決定論。すなわち過去も未来も全て決まっていて、人生なるものは自分の意思で選択して切り開いてきたかのように思い込んでいるところ、その実はすでに決定されたシナリオどおりに動いているに過ぎず、従って自由意志なるものは存在しない、全ての人間は神の操り人形である、というのが決定論の概要である。
しかし、決定論はない。これが、本稿の導き出した結論である。
決定論はない、すなわち、自由意志はあるということだ。自由の勝利である。
それを検証するために、まずは逆説的に、決定論がもしもあるとするならば、という仮定をおいて思考実験をしてみよう。

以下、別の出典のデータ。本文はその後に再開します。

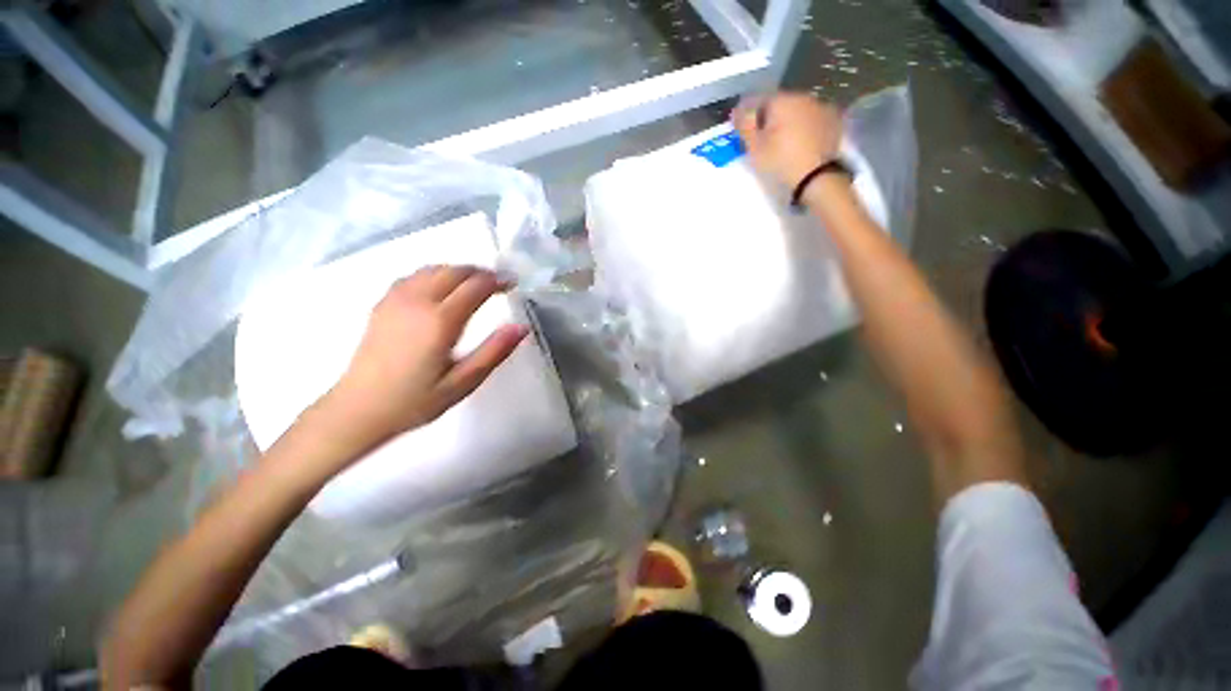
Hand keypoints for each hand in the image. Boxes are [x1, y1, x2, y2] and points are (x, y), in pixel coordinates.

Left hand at [311, 266, 528, 459]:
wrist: (357, 410)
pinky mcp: (382, 304)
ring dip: (458, 270)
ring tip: (475, 284)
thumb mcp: (463, 383)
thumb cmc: (415, 401)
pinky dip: (435, 273)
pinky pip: (413, 275)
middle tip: (499, 283)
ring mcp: (395, 300)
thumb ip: (494, 352)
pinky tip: (441, 287)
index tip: (514, 284)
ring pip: (433, 268)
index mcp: (440, 321)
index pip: (475, 286)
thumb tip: (522, 327)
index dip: (498, 281)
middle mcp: (417, 302)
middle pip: (454, 271)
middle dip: (480, 272)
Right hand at [733, 92, 843, 189]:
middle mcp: (802, 97)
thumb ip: (745, 126)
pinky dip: (802, 125)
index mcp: (781, 100)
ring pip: (796, 109)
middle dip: (767, 116)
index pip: (757, 99)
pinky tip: (799, 140)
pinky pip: (811, 118)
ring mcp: (820, 106)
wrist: (816, 176)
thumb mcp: (755, 147)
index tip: (741, 129)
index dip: (746, 114)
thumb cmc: (780, 161)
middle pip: (778, 102)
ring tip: (780, 139)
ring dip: (786, 119)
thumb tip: (737, 111)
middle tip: (761, 136)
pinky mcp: (832, 120)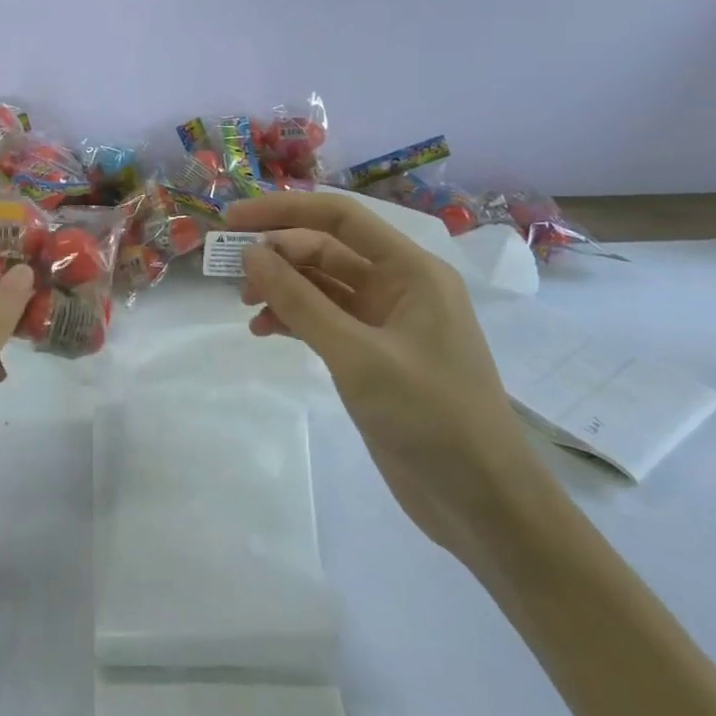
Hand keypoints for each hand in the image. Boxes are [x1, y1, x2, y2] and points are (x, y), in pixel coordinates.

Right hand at [222, 192, 552, 569]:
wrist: (483, 504)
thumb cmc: (431, 417)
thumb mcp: (358, 355)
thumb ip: (301, 302)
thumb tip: (250, 253)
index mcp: (411, 271)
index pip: (340, 218)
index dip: (284, 210)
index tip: (234, 218)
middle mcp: (399, 286)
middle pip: (327, 249)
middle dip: (278, 254)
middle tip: (231, 272)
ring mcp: (385, 322)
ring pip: (321, 285)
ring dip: (282, 288)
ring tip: (246, 305)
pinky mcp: (373, 355)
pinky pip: (324, 320)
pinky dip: (293, 320)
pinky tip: (264, 331)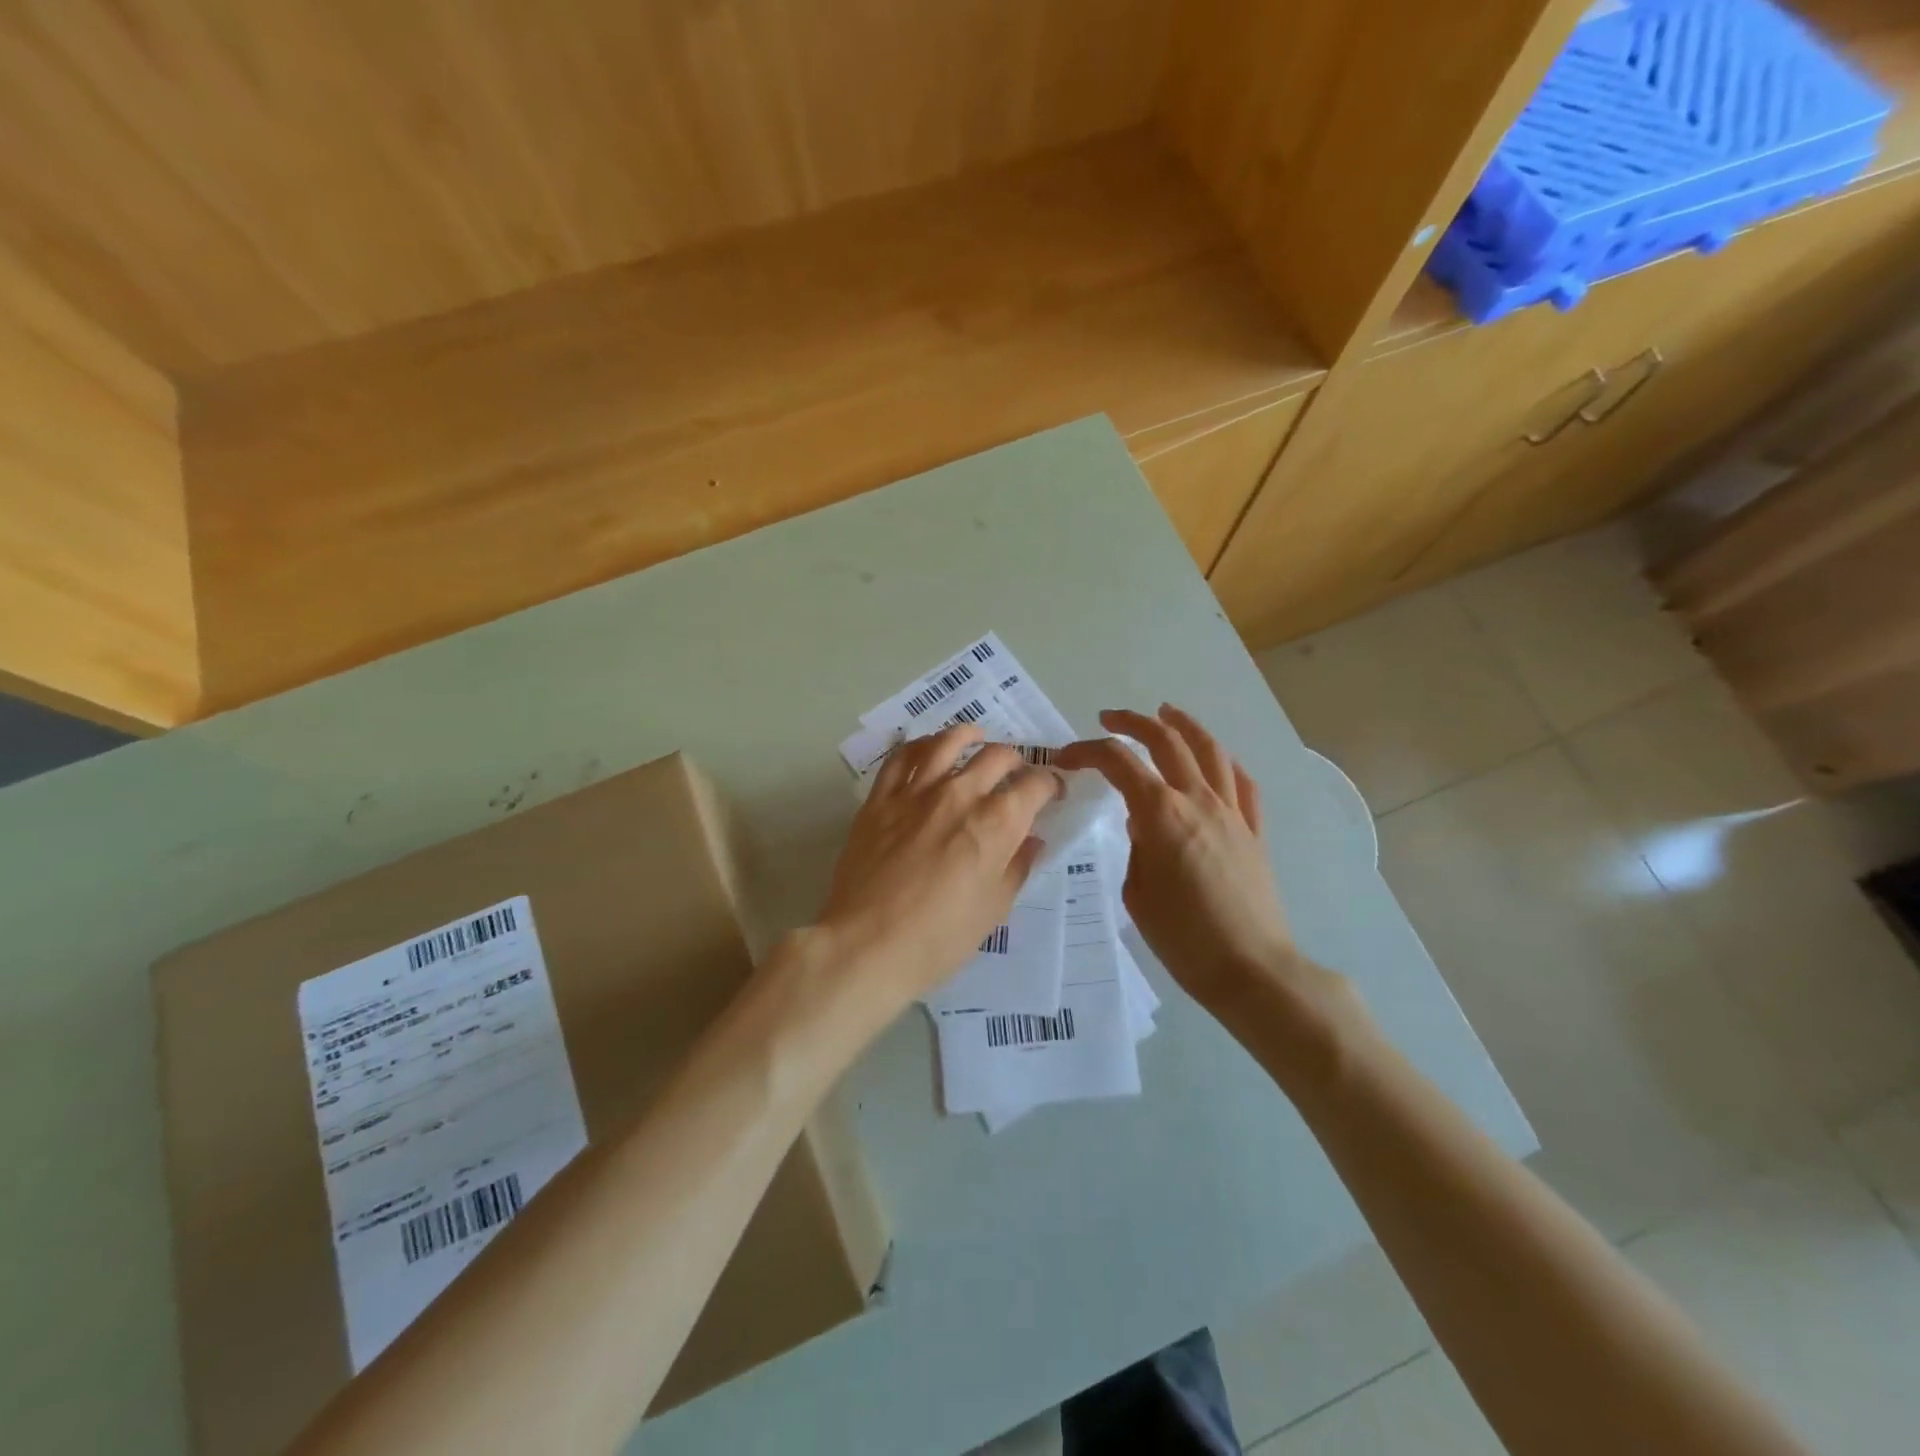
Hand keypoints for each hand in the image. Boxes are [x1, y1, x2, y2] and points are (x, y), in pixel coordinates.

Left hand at [818, 724, 1060, 1009]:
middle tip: (1015, 775)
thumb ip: (1016, 866)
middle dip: (1016, 761)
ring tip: (975, 738)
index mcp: (997, 822)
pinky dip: (919, 745)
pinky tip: (926, 749)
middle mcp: (960, 794)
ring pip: (947, 742)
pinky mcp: (880, 799)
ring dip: (969, 736)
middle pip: (997, 756)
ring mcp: (916, 792)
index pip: (1035, 785)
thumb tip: (1031, 839)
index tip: (1051, 793)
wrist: (867, 945)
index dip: (1050, 785)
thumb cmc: (939, 938)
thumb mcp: (994, 909)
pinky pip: (900, 757)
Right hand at [1057, 705, 1300, 1015]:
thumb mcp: (1137, 891)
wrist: (1250, 968)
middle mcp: (1198, 800)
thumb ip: (1136, 846)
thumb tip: (1142, 821)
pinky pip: (1241, 783)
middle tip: (1109, 719)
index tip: (1066, 757)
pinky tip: (1214, 759)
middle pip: (1166, 741)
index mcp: (1161, 814)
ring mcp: (1232, 812)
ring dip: (1184, 725)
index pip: (1118, 762)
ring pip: (1210, 751)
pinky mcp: (1254, 831)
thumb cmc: (1183, 937)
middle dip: (1133, 723)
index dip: (1087, 751)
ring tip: (1167, 712)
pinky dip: (1223, 761)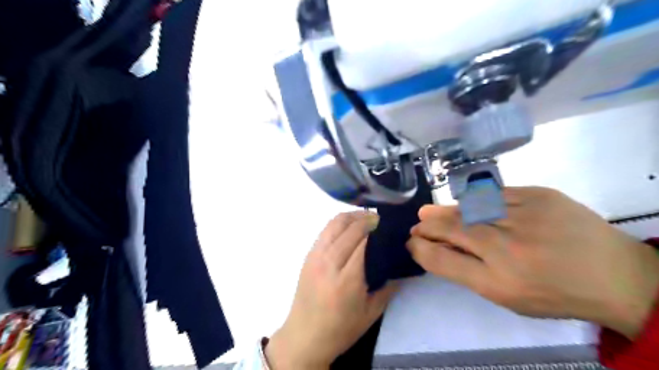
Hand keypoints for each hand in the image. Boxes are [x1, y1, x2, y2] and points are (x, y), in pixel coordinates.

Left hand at [264, 213, 397, 367]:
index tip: (388, 225)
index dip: (376, 229)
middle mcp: (329, 262)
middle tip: (380, 220)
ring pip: (335, 224)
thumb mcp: (371, 313)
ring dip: (352, 216)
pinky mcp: (308, 255)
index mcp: (347, 279)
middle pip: (349, 228)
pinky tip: (349, 226)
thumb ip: (388, 287)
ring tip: (365, 218)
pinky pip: (325, 230)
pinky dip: (339, 223)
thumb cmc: (340, 329)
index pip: (363, 242)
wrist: (304, 336)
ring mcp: (316, 256)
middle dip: (367, 219)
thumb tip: (400, 267)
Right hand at [407, 187, 658, 338]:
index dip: (421, 249)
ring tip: (430, 213)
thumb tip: (436, 247)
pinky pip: (493, 195)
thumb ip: (467, 270)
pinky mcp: (539, 195)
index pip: (443, 260)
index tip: (412, 243)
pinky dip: (474, 201)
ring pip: (468, 209)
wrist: (616, 275)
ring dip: (444, 211)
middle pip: (452, 230)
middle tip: (417, 224)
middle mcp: (507, 248)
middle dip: (427, 226)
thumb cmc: (554, 293)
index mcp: (499, 281)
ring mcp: (523, 216)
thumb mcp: (506, 295)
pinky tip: (466, 204)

決定論があるとするならば、それをいずれ誰かが知ることができるはずだ。
ありもしないものならば、絶対に知ることはできないはずだからだ。
決定論を、誰かが知ったとする。その人には、未来のあらゆる事柄が分かる。
その人が、もし決定論にない行動を取ったら?それは決定論の破綻である。
これは、誰が決定論を知ったとしても同様の結論に至る。
つまり、決定論を知った時点で、それは決定論でなくなるのだ。
ゆえに、決定論があると仮定するならば、それは誰にも知られてはならない。
言い換えれば、未来の出来事を知った上で行動できる人間は存在し得ないということだ。
タイムパラドックスという話があるのをご存知だろうか。タイムリープ物のSFなどでよく目にする矛盾点を突いたものである。
未来を知っている者、あるいは未来から来た人が、過去に影響を及ぼした結果、自分自身の存在原因を消滅させてしまった場合、その存在は消滅するのか?
もし消滅するのであれば、その消滅した原因を作り出したのは一体何者何か?
そうした矛盾が生じるというパラドックスである。
一般的に、矛盾が生じると説明される現象は否定されるものだ。
厳密に言えば、あらゆる意思を持つ者は、決定論を知ることができない。
そう、決定論が、仮にあったとしても、それを知り得ないということだ。
誰も知り得ないからこそ、決定論は存在し得るのだ。
しかし果たして、誰も知り得ない宝が存在するからといって、その宝が本当に存在すると言えるのだろうか?
( ´_ゝ`)なんちゃら埋蔵金みたいなものである。
(^^)/あるある詐欺だな!
誰も知り得ず、今後とも誰にも知る由がないとなれば、それはたとえ存在していたとしても存在しないのと同義である。
よって、決定論が存在しないことを証明することはできないものの、決定論が存在するとしてもそれを知覚する術がないという点において、その存在はないものとみなせる、というわけだ。
厳密に、不存在証明ということとなると、それは悪魔の証明ということになり、証明不可能となってしまうものである。
ならば、誰も知り得ない、という点をもってして、決定論は存在しない、存在し得ない、と結論することができるであろう。
(^^)/結局、理屈をあれこれこねくり回しただけで終わったな。
( ´_ゝ`)まあ、ヤマモッさんはそんなもんだ。